‘Sure, why not? I’ve got some time before dinner.’

‘Coming right up.’

I headed back behind the counter. One thing I wouldn’t be missing about this town was the way everybody knew everyone’s business – even if they pretended like they didn’t. Nobody had said a word to me about the events of this spring, but I’d caught the curious glances around town, and overheard snatched murmurs of gossip in line at the store. ‘No, they never knew . . . Yup, out in San Diego, due in the fall.’

I slammed the coffee pot back under the drip, swallowing down the anger that bubbled, treacherous, every time I let my thoughts wander.

Three weeks. Just three more weeks to go.
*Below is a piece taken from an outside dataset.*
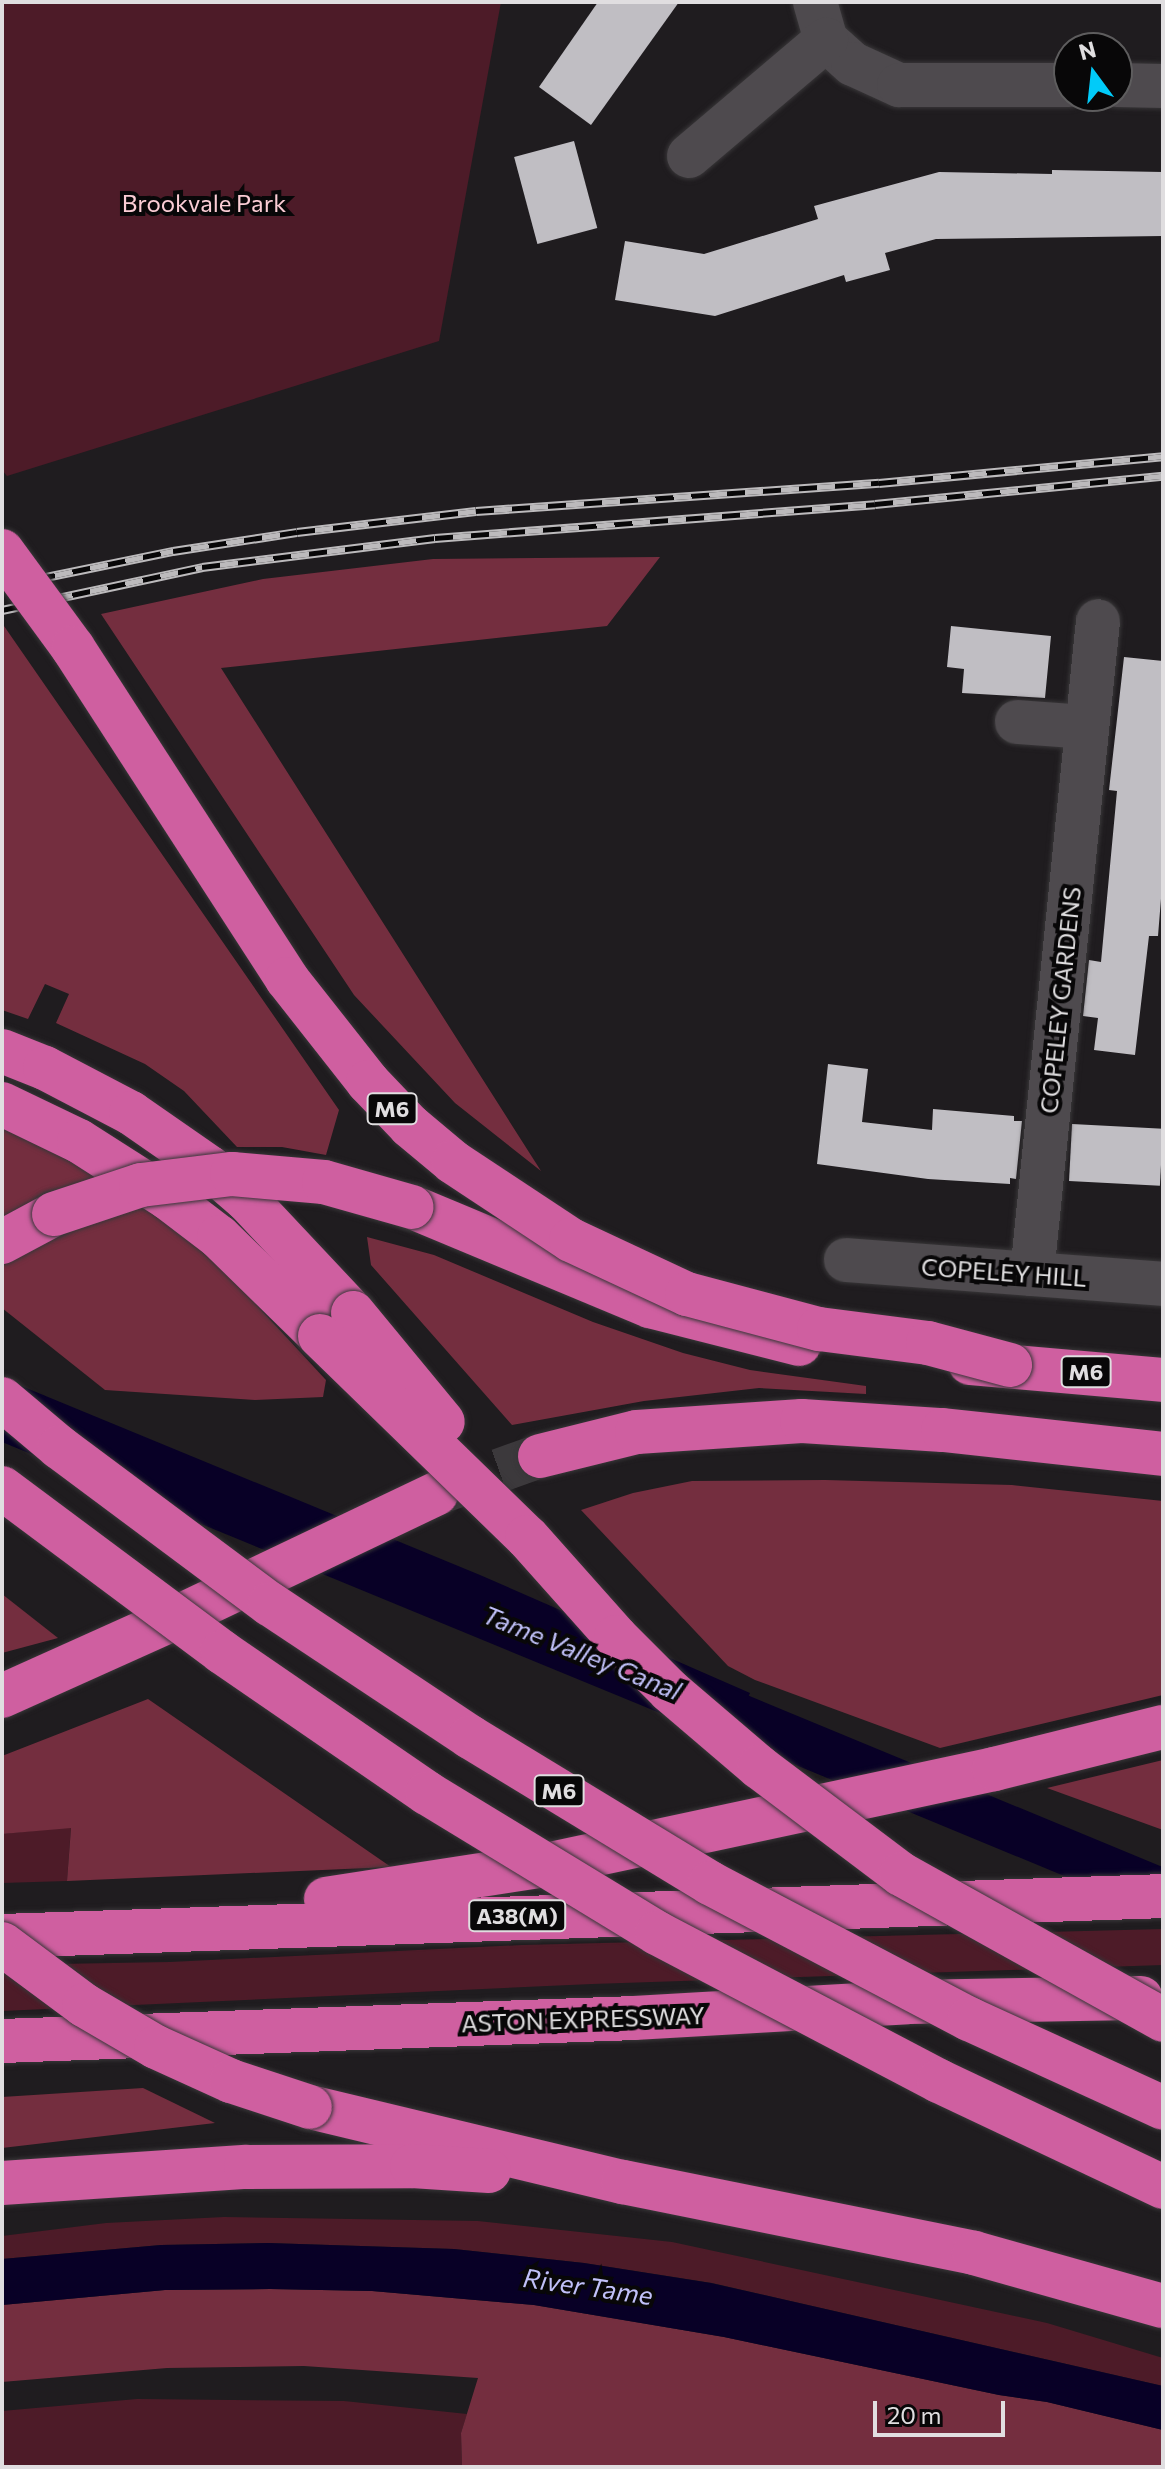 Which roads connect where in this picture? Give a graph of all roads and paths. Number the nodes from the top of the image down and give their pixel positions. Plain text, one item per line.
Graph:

‘Wow, what did that coffee pot ever do to you?’

I spun around. The boy was back, walking over from the front door and slinging himself down on one of the stools by the counter, the same way he had done every day so far that week.

‘Oh, hey.’ I swallowed, looking away. ‘What can I get you?’

The boy reached over and slid a menu closer, glancing over the peeling laminate sheet even though I already knew what he’d be ordering.

‘Tuna melt, mustard, mayo, pickle on the side.’ The boy gave me an easy smile, a flash of white against his tanned face and sandy-brown hair. His eyes were blue: kind eyes, guileless, and today his gaze drifted past me, up to the specials board hung overhead. ‘Throw in one of those root beer floats.’

‘You sure?’ I raised an eyebrow. We kept all the old-fashioned soda shop specials written up on the chalkboard, but nobody ever ordered them. They all knew better.

‘What can I say, I’m a dare-devil,’ the boy grinned. ‘A risk-taker. I live life on the edge.’

‘Really?’

‘Nope.’ The boy laughed. ‘But it sounds good, doesn’t it?’

‘I’ll get you a milkshake,’ I decided, placing his order on the back bar and hitting the bell to call José back from his not-so-secret cigarette break. ‘Chocolate OK?’

‘Yes ma’am.’

I took my time fixing the drink, scooping the ice-cream and running the blender on loud as I snuck a glance back to him. He waited at the counter, perfectly at ease. He didn’t bring a book or a paper, I noticed, or endlessly scroll through his phone like the other regulars who came in alone. He just sat, calm and still, watching the occasional pedestrian stroll past outside the windows.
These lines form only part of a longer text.